For inducing stress, exercise loading and drug loading can have different effects on myocardial blood flow and coronary arteries. Exercise loading increases myocardial blood flow consumption due to increased demand, while drug loading, such as pharmacological stress agents, primarily dilates the coronary arteries to simulate stress conditions. These loading mechanisms can result in different physiological responses, potentially affecting the imaging characteristics captured by SPECT data. In routine clinical protocols, the priority is exercise unless the patient cannot go through running Bruce protocol test due to any kind of inability. Dobutamine is the last choice for patients unable to do Bruce test, with severe chronic obstructive pulmonary disease or history of allergic reactions. The number of patients with different stress inducing methods is reported in Table 1. Except Dobutamine with a very low number of cases, the distribution of patients was almost the same regarding exercise and Dipyridamole over the different classes (negative-, low-, intermediate-, and high-risk CAD groups). We included all protocol to yield a generalizable model that works on all types of stress. Developing models separately for each type of stress induction method might improve the performance of models. However, the number of data points in each case was not sufficient to develop robust and reproducible separate models. Hence, we preferred to report a general model and let the machine select features which are not affected by the type of stress.

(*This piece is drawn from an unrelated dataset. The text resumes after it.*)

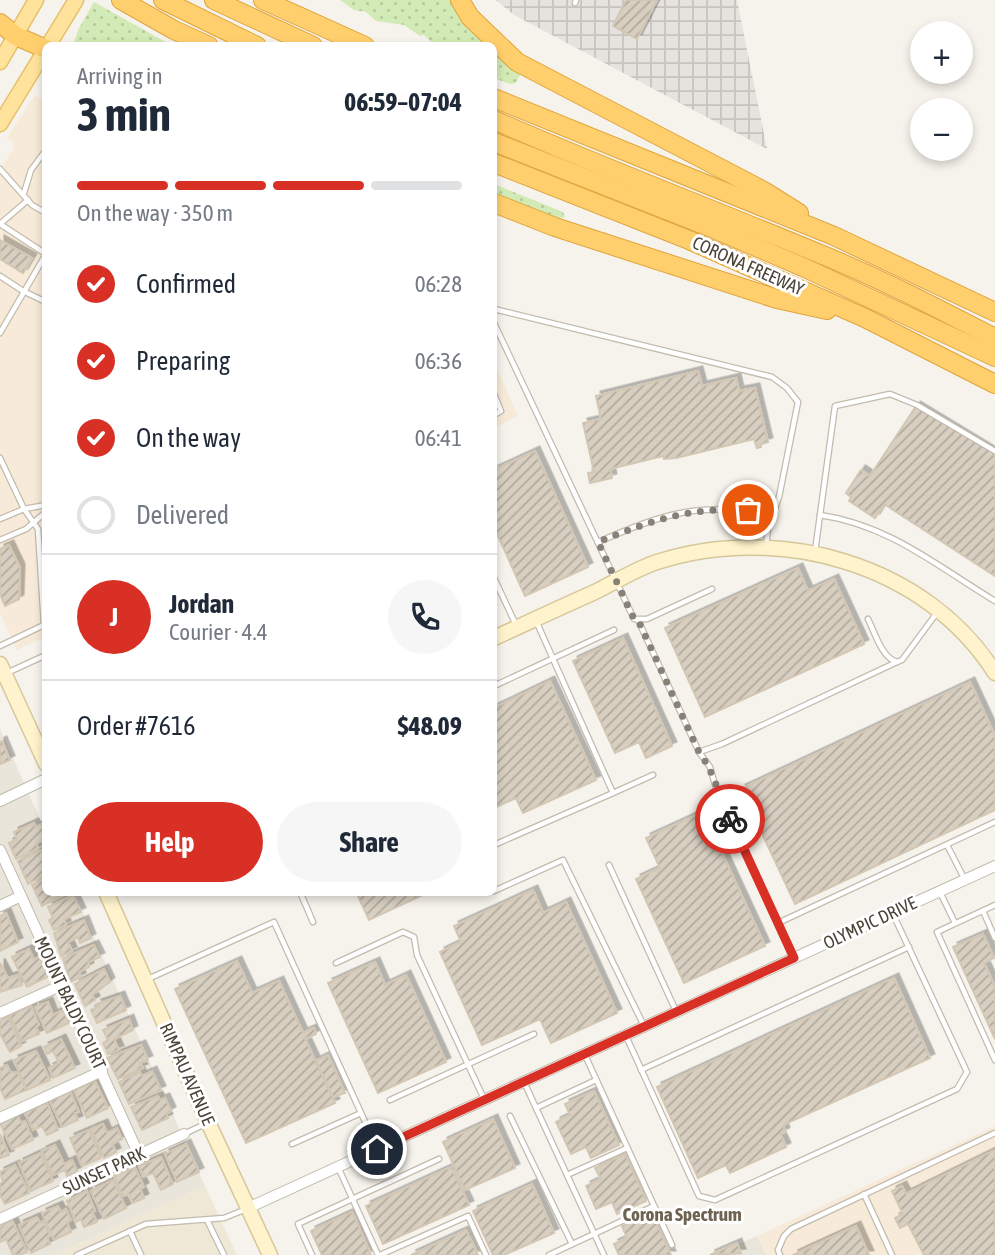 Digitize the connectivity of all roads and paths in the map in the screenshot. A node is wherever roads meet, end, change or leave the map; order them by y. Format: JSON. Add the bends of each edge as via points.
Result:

One limitation of this study was that the dataset did not include patients with infarction. Future studies should include patients with infarcted myocardium to increase the generalizability of the models. In addition, clinical data of the patients in AI models did not include BMI and hyperlipidemia, which are important factors in coronary artery disease. In addition, the patient cohort was acquired in a single nuclear imaging center and the scans were contoured by one nuclear medicine technologist (edited/verified by an experienced nuclear medicine physician). As such, inter- and intra-observer variability in the segmentation process was not quantified. Future works should focus on the characterizing robustness of the proposed models using larger datasets from multiple centers.

Conclusion

In this study, we investigated the diagnostic performance of rest/stress MPI SPECT radiomics for the classification of patients with coronary artery disease and evaluating their risk. Accordingly, the performance of several automated models, developed with combinations of different feature selection and machine learning algorithms, was evaluated and compared. Overall, the feature sets from the stress images achieved the highest performance. Patients’ diabetes status and radiomic feature representative of non-uniformity were highly selected by models for CAD risk classification. This study has shown that radiomics analysis of MPI SPECT is helpful in discriminating CAD patients, which can alleviate the labor-intensive interpretation process and expedite the diagnostic process in clinical setting.